Elliot Cowell, esquisse d’un jeune artiste à l’assaut du Fimu

La 35e édition du festival international de musique universitaire (Fimu), a lieu cette semaine du 2 au 5 juin 2022 dans le centre-ville de Belfort. Elliot Cowell est l’un des artistes qui s’y produira. Il fait partie de la création originale Bachar Mar-Khalifé. Esquisse d’un jeune musicien qui passe à la vitesse supérieure

Lune Hornn

La 35e édition du festival international de musique universitaire (Fimu), a lieu cette semaine du 2 au 5 juin 2022 dans le centre-ville de Belfort. Elliot Cowell est l’un des artistes qui s’y produira. Il fait partie de la création originale Bachar Mar-Khalifé. Esquisse d’un jeune musicien qui passe à la vitesse supérieure

« Se perfectionner, ça se fait avec les autres musiciens. » Lunettes de soleil sur le nez, en terrasse d’un café sous le soleil, Elliot Cowell regarde la place d’Armes qui s’étale devant lui. Il n’a que 25 ans, mais sera sur la scène de l’Arsenal ce dimanche 5 juin (20h-21h) à Belfort pour le Festival international de musique universitaire (Fimu). Le parrain de l’édition 2022 du festival, Bachar Mar-Khalifé, réalise une création originale en compagnie de Pol, Appartment 52, Romy, Rust et Elliot Cowell. « Tous les artistes de cet après-midi sont du Liban, je suis impatient de commencer », se réjouit le jeune guitariste franco-britannique en évoquant les répétitions qui l’attendent plus tard dans la journée pour préparer cet événement.

Elliot a beau sembler timide au premier abord, il témoigne sans réserve de son enthousiasme pour le Fimu.  « Ce festival a toujours été mon préféré. C’est pour tout le monde et c’est ouvert ! » Il surenchérit en affirmant que « de tous les événements dans le monde que j’ai vu, le Fimu est vraiment unique pour moi. Il est resté fidèle à ses origines universitaires. Je trouve ça beau de la part de Belfort de faire ça.»

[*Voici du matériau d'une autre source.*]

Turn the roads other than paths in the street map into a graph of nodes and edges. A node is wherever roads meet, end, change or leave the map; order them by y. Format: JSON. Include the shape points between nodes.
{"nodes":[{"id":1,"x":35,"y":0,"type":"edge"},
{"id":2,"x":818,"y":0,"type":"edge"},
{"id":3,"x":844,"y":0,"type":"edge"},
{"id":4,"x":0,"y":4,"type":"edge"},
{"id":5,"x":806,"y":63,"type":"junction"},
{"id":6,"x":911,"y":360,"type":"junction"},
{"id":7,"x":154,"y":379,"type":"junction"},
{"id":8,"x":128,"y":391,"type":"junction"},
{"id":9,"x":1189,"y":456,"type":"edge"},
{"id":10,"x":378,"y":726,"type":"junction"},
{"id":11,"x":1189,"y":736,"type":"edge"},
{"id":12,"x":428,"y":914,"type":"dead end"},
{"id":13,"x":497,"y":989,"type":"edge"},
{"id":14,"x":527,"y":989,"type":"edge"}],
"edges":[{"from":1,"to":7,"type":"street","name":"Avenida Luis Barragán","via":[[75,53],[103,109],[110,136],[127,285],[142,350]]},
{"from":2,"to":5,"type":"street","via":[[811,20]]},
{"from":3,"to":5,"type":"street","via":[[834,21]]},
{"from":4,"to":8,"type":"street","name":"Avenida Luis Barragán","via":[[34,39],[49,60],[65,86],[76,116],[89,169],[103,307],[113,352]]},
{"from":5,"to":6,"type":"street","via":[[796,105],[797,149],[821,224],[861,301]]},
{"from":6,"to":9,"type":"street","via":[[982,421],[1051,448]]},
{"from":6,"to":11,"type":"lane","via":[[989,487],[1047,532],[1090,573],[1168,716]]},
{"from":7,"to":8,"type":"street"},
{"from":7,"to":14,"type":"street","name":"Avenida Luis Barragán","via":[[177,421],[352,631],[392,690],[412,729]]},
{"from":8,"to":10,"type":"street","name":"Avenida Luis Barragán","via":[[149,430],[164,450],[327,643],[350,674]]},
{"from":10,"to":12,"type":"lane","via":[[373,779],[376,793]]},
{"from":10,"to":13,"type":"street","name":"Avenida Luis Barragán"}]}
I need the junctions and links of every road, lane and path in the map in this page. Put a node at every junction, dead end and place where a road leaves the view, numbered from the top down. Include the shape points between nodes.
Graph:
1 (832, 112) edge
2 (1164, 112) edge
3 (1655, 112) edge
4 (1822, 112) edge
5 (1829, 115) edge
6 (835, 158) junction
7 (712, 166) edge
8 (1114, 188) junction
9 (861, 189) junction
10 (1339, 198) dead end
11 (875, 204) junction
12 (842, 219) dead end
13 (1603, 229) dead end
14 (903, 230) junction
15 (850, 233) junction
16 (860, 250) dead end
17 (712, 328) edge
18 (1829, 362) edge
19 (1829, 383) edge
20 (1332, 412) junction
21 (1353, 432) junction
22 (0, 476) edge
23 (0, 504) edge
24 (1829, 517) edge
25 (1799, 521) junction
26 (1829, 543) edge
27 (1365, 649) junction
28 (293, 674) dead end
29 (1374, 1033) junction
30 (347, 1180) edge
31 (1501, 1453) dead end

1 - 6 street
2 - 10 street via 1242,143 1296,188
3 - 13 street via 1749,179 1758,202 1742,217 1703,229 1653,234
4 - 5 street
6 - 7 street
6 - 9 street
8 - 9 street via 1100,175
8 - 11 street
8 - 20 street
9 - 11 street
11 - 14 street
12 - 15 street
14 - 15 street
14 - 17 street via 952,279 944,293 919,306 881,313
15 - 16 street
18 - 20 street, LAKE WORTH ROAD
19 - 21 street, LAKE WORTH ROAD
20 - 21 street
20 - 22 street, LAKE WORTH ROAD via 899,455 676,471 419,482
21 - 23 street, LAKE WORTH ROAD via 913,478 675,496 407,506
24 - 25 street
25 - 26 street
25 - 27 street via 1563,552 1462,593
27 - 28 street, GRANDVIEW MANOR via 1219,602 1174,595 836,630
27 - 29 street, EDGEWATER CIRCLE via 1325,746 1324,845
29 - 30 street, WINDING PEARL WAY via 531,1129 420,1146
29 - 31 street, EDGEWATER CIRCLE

Elliot joue depuis qu’il a 5 ans « J’ai toujours voulu faire ça. Je suis l’opposé des gamins qu’on force à faire de la musique, c’est moi qui ai forcé mes parents. » Quand il était petit, sa mère mettait des CD de Ban Jovi dans la voiture, le jeune Elliot, fasciné, s’empresse de réclamer : « Maman, je veux une guitare ! ». Le regard malicieux, il ajoute « Ensuite, je n’ai jamais arrêté.» Ce qui n’était qu’un caprice d’enfant s’est mué en véritable passion. 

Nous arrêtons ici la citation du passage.